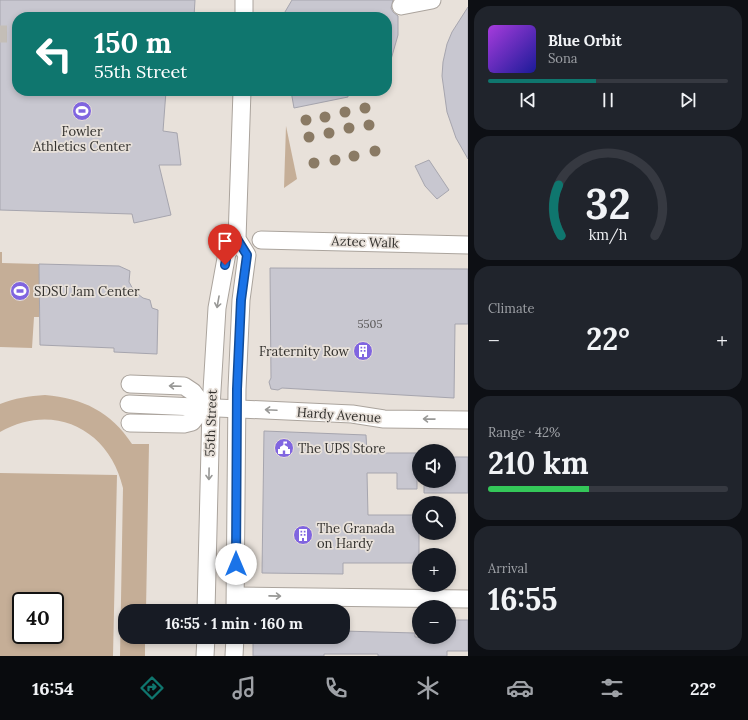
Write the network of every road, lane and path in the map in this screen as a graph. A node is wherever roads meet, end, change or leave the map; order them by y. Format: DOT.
graph roads {
  1 [pos="244,0"];
  2 [pos="432,0"];
  3 [pos="401,6"];
  4 [pos="244,12"];
  5 [pos="242,96"];
  6 [pos="237,239"];
  7 [pos="261,240"];
  8 [pos="468,245"];
  9 [pos="130,384"];
  10 [pos="129,404"];
  11 [pos="207,407"];
  12 [pos="237,408"];
  13 [pos="468,420"];
  14 [pos="130,423"];
  15 [pos="468,599"];
  16 [pos="206,604"];
  17 [pos="236,604"];
  18 [pos="206,644"];
  19 [pos="235,644"];
  20 [pos="205,656"];
  21 [pos="234,656"];
  1 -- 4 [label="street"];
  2 -- 3 [label="street"];
  5 -- 6 [label="street"];
  6 -- 11 [label="street, 55th Street, one-way"];
  6 -- 12 [label="street, 55th Street"];
  7 -- 8 [label="street, Aztec Walk"];
  11 -- 9 [label="street, one-way"];
  10 -- 11 [label="street, Hardy Avenue"];
  11 -- 12 [label="street, Hardy Avenue"];
  11 -- 14 [label="street"];
  11 -- 16 [label="street, 55th Street, one-way"];
  13 -- 12 [label="street, Hardy Avenue, one-way"];
  12 -- 17 [label="street, 55th Street"];
  17 -- 15 [label="street, one-way"];
  18 -- 20 [label="street"];
  19 -- 21 [label="street"];
}
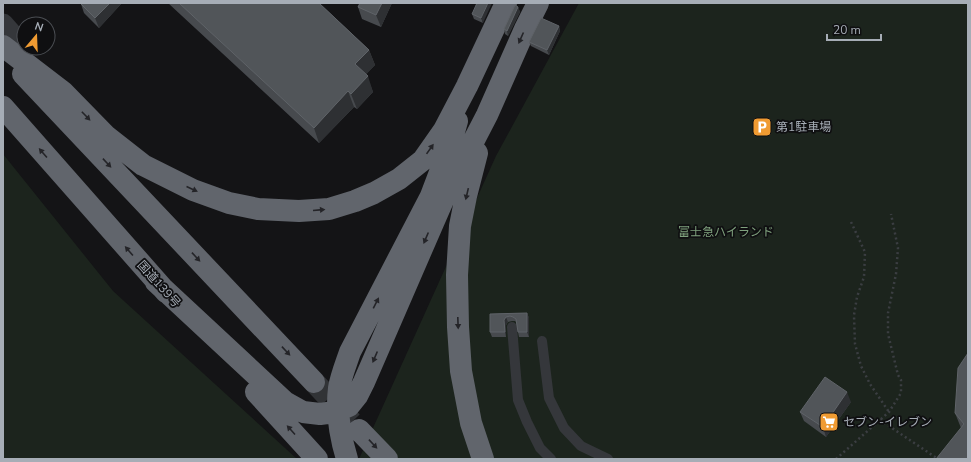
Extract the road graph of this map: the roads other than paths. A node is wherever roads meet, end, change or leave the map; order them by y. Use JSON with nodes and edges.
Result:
{"nodes":[{"id":1,"x":506,"y":3,"type":"edge"},
{"id":2,"x":538,"y":3,"type":"edge"},
{"id":3,"x":3,"y":24,"type":"edge"},
{"id":4,"x":16,"y":39,"type":"edge"},
{"id":5,"x":3,"y":46,"type":"edge"},
{"id":6,"x":3,"y":53,"type":"edge"},
{"id":7,"x":31,"y":56,"type":"edge"},
{"id":8,"x":467,"y":86,"type":"junction"},
{"id":9,"x":63,"y":92,"type":"junction"},
{"id":10,"x":3,"y":107,"type":"edge"},
{"id":11,"x":487,"y":115,"type":"junction"},
{"id":12,"x":156,"y":282,"type":"junction"},
{"id":13,"x":512,"y":327,"type":"dead end"},
{"id":14,"x":542,"y":341,"type":"dead end"},
{"id":15,"x":314,"y":382,"type":"tunnel mouth"},
{"id":16,"x":339,"y":410,"type":"junction"},
{"id":17,"x":359,"y":430,"type":"tunnel mouth"},
{"id":18,"x":317,"y":459,"type":"edge"},
{"id":19,"x":347,"y":459,"type":"edge"},
{"id":20,"x":387,"y":459,"type":"edge"},
{"id":21,"x":483,"y":459,"type":"edge"},
{"id":22,"x":551,"y":459,"type":"edge"},
{"id":23,"x":608,"y":459,"type":"edge"}],
"edges":[{"from":1,"to":8,"type":"highway"},
{"from":2,"to":11,"type":"highway","one_way":true},
{"from":3,"to":4,"type":"street"},
{"from":5,"to":9,"type":"highway"},
{"from":6,"to":15,"type":"highway","one_way":true},
{"from":7,"to":9,"type":"street"},
{"from":9,"to":8,"type":"highway","one_way":true},
{"from":16,"to":8,"type":"highway","one_way":true},
{"from":12,"to":10,"type":"highway","name":"国道139号","one_way":true},
{"from":11,"to":16,"type":"highway","one_way":true},
{"from":11,"to":21,"type":"highway","one_way":true},
{"from":12,"to":16,"type":"highway"},
{"from":18,"to":12,"type":"highway","name":"国道139号","one_way":true},
{"from":13,"to":22,"type":"lane"},
{"from":14,"to":23,"type":"lane"},
{"from":16,"to":19,"type":"highway"},
{"from":17,"to":20,"type":"highway","one_way":true}]}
———
» **Directions**
Exact repetition of each line above is expected; images are to be omitted.

» **Answer to the exercise**
Write the network of every road, lane and path in the map in this screen as a graph. A node is wherever roads meet, end, change or leave the map; order them by y. Format: DOT.
graph roads {
  1 [pos="244,0"];
  2 [pos="432,0"];
  3 [pos="401,6"];
  4 [pos="244,12"];
  5 [pos="242,96"];
  6 [pos="237,239"];
  7 [pos="261,240"];
  8 [pos="468,245"];
  9 [pos="130,384"];
  10 [pos="129,404"];
  11 [pos="207,407"];
  12 [pos="237,408"];
  13 [pos="468,420"];
  14 [pos="130,423"];
  15 [pos="468,599"];
  16 [pos="206,604"];
  17 [pos="236,604"];
  18 [pos="206,644"];
  19 [pos="235,644"];
  20 [pos="205,656"];
  21 [pos="234,656"];
  1 -- 4 [label="street"];
  2 -- 3 [label="street"];
  5 -- 6 [label="street"];
  6 -- 11 [label="street, 55th Street, one-way"];
  6 -- 12 [label="street, 55th Street"];
  7 -- 8 [label="street, Aztec Walk"];
  11 -- 9 [label="street, one-way"];
  10 -- 11 [label="street, Hardy Avenue"];
  11 -- 12 [label="street, Hardy Avenue"];
  11 -- 14 [label="street"];
  11 -- 16 [label="street, 55th Street, one-way"];
  13 -- 12 [label="street, Hardy Avenue, one-way"];
  12 -- 17 [label="street, 55th Street"];
  17 -- 15 [label="street, one-way"];
  18 -- 20 [label="street"];
  19 -- 21 [label="street"];
}
Extract the road graph of this map: the roads other than paths. A node is wherever roads meet, end, change or leave the map; order them by y. Use JSON with nodes and edges.
Result:
{"nodes":[{"id":1,"x":506,"y":3,"type":"edge"},
{"id":2,"x":538,"y":3,"type":"edge"},
{"id":3,"x":3,"y":24,"type":"edge"},
{"id":4,"x":16,"y":39,"type":"edge"},
{"id":5,"x":3,"y":46,"type":"edge"},
{"id":6,"x":3,"y":53,"type":"edge"},
{"id":7,"x":31,"y":56,"type":"edge"},
{"id":8,"x":467,"y":86,"type":"junction"},
{"id":9,"x":63,"y":92,"type":"junction"},
{"id":10,"x":3,"y":107,"type":"edge"},
{"id":11,"x":487,"y":115,"type":"junction"},
{"id":12,"x":156,"y":282,"type":"junction"},
{"id":13,"x":512,"y":327,"type":"dead end"},
{"id":14,"x":542,"y":341,"type":"dead end"},
{"id":15,"x":314,"y":382,"type":"tunnel mouth"},
{"id":16,"x":339,"y":410,"type":"junction"},
{"id":17,"x":359,"y":430,"type":"tunnel mouth"},
{"id":18,"x":317,"y":459,"type":"edge"},
{"id":19,"x":347,"y":459,"type":"edge"},
{"id":20,"x":387,"y":459,"type":"edge"},
{"id":21,"x":483,"y":459,"type":"edge"},
{"id":22,"x":551,"y":459,"type":"edge"},
{"id":23,"x":608,"y":459,"type":"edge"}],
"edges":[{"from":1,"to":8,"type":"highway"},
{"from":2,"to":11,"type":"highway","one_way":true},
{"from":3,"to":4,"type":"street"},
{"from":5,"to":9,"type":"highway"},
{"from":6,"to":15,"type":"highway","one_way":true},
{"from":7,"to":9,"type":"street"},
{"from":9,"to":8,"type":"highway","one_way":true},
{"from":16,"to":8,"type":"highway","one_way":true},
{"from":12,"to":10,"type":"highway","name":"国道139号","one_way":true},
{"from":11,"to":16,"type":"highway","one_way":true},
{"from":11,"to":21,"type":"highway","one_way":true},
{"from":12,"to":16,"type":"highway"},
{"from":18,"to":12,"type":"highway","name":"国道139号","one_way":true},
{"from":13,"to":22,"type":"lane"},
{"from":14,"to":23,"type":"lane"},
{"from":16,"to":19,"type":"highway"},
{"from":17,"to":20,"type":"highway","one_way":true}]}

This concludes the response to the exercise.